14. Before concluding we wish to record that since the Enquiry Officer had been of the view that besides the first respondent several other officials were involved in the misconduct, we had called upon the State to file an additional affidavit stating what action has been taken against other erring officials. An affidavit dated 1st February, 2006 has accordingly been filed. The State Government had after disciplinary’ enquiry, taken action against the Superintendent Shri C.S. Deshpande, two other Jailors in Grade-II, namely, J.P. Lobo and C.S. Sonawane, against two officials holding the rank of Naik and against three Jail Guards. In so far as the Superintendent is concerned, the Court is informed that the Disciplinary Authority after an initial remand by the Tribunal and upon holding a fresh enquiry ordered a 50% reduction of pension. This decision was quashed by the Administrative Tribunal against which a writ petition was filed before this Court (Writ Petition 3158 of 2003). This Court by its interim order dated 12th June, 2003 stayed the order of Tribunal. The Court has been informed that the petition was dismissed for want of prosecution.
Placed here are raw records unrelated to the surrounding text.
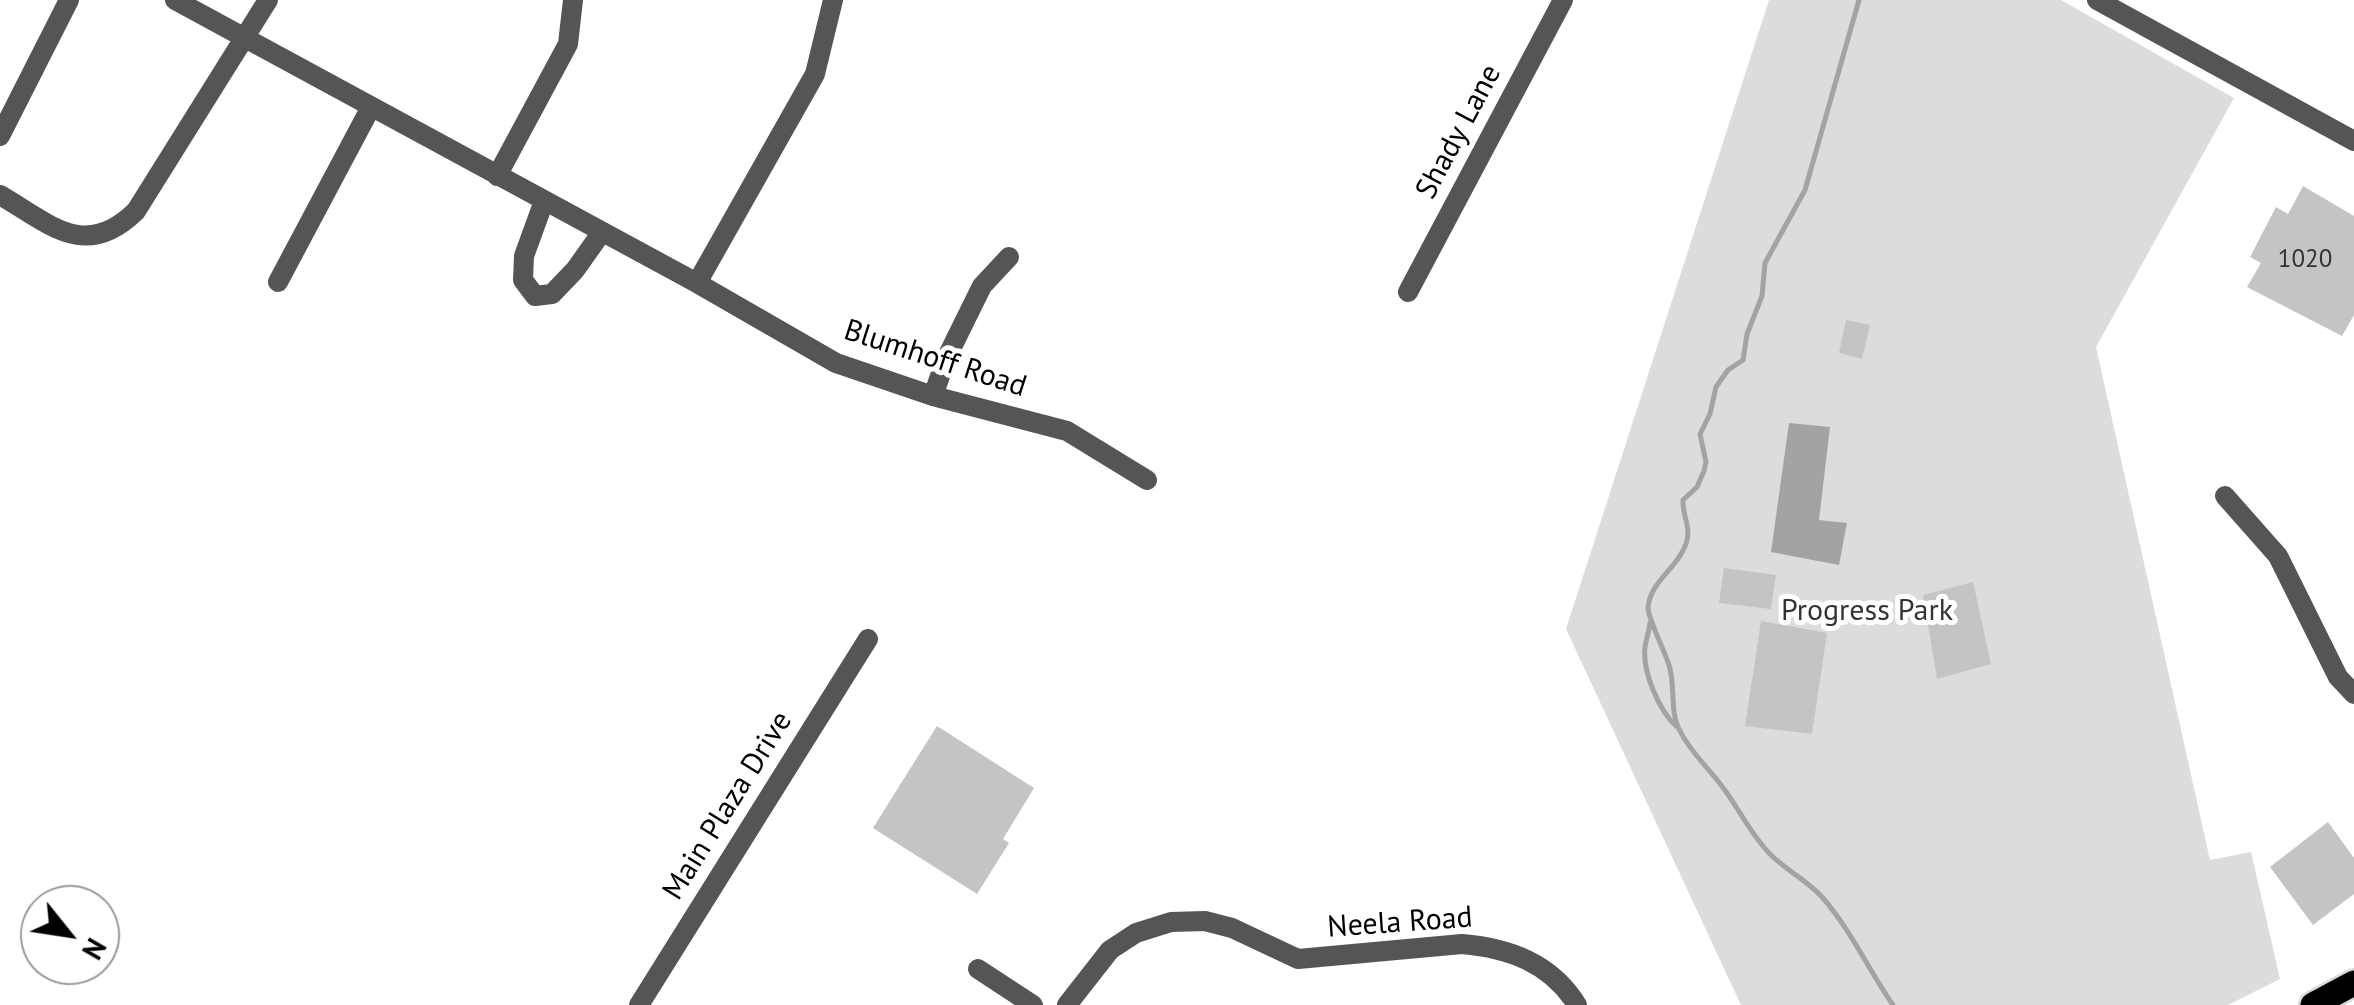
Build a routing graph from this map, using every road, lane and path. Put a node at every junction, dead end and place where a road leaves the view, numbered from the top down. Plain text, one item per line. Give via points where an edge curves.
1 (70, 0) edge
2 (175, 0) edge
3 (268, 0) edge
4 (573, 0) edge
5 (833, 0) edge
6 (1563, 0) edge
7 (2097, 0) edge
8 (247, 37) junction
9 (371, 107) junction
10 (3, 124) edge
11 (2354, 140) edge
12 (497, 176) junction
13 (0, 195) edge
14 (544, 201) junction
15 (602, 232) junction
16 (1009, 257) dead end
17 (278, 282) dead end
18 (697, 283) junction
19 (1408, 292) dead end
20 (933, 396) junction
21 (1147, 480) dead end
22 (2225, 496) dead end
23 (868, 639) dead end
24 (2354, 694) edge
25 (978, 969) dead end
26 (2354, 983) edge
27 (639, 1005) edge
28 (1033, 1005) edge
29 (1067, 1005) edge
30 (1577, 1005) edge
31 (2313, 1005) edge

1 - 10 street
2 - 8 street, Blumhoff Road
3 - 8 street
4 - 12 street via 568,44
5 - 18 street via 815,74
6 - 19 street, Shady Lane
7 - 11 street
8 - 9 street, Blumhoff Road
8 - 13 street via 136,212 118,228 74,236
9 - 12 street, Blumhoff Road
9 - 17 street
12 - 14 street, Blumhoff Road
14 - 15 street, Blumhoff Road
14 - 15 street via 524,256 523,280 535,296 552,294
15 - 18 street, Blumhoff Road
16 - 20 street via 982,286
18 - 20 street, Blumhoff Road via 836,363
20 - 21 street, Blumhoff Road via 1067,431
22 - 24 street via 2278,556 2338,676
23 - 27 street, Main Plaza Drive
25 - 28 street
26 - 31 main road
29 - 30 street, Neela Road via 1110,950 1136,933 1206,921 1298,959 1488,946 1536,963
We are of the view that an investigation must be made by the State Government of the circumstances in which the petition came to be dismissed for non-prosecution for want of payment of process charges and suitable action must be taken against the erring officials for want of due care in pursuing the earlier proceedings. In so far as the case of Shri J.P. Lobo, Jailor, Group-II is concerned, it has been stated that the Administrative Tribunal quashed and set aside the order of the Disciplinary Authority imposing a reduction of pension to the extent of 100% with permanent effect and that this Court has granted Rule in Writ Petition 269 of 2000. The petition is pending before this Court. Shri C.S. Sonawane, Jailor, Group-II is said to have expired after the order of the Maharashtra Administrative Tribunal. In his case, the Tribunal directed that all the facts be placed before the Governor before whom an administrative appeal has been filed. The Court has been informed that punishment has been imposed on two officials holding the post of Naik, Shri S. R. Sawant and Shri V.B. Salve and that punishments have been imposed upon the said three Jail Guards found to be involved in wrong doing,
15. The learned A.G.P. has also placed on the record a communication dated 25th January, 2006 recording that the payments which have been found due to the first respondent in accordance with law including under the General Insurance Scheme, Provident Fund, Commuted leave, provisional pension, leave travel, differential wages and death-cum-retirement gratuity have already been paid. If there are any other payments due and payable to the first respondent in accordance with law, we direct that the same be paid over expeditiously.
16. In the circumstances and for the reasons which we have already indicated, we find that the order of the Maharashtra Administrative Tribunal, is unsustainable and that this petition should accordingly be allowed. Rule is made absolute in terms of prayer Clauses (b) and (c). In the facts and circumstances, there shall be no order as to costs.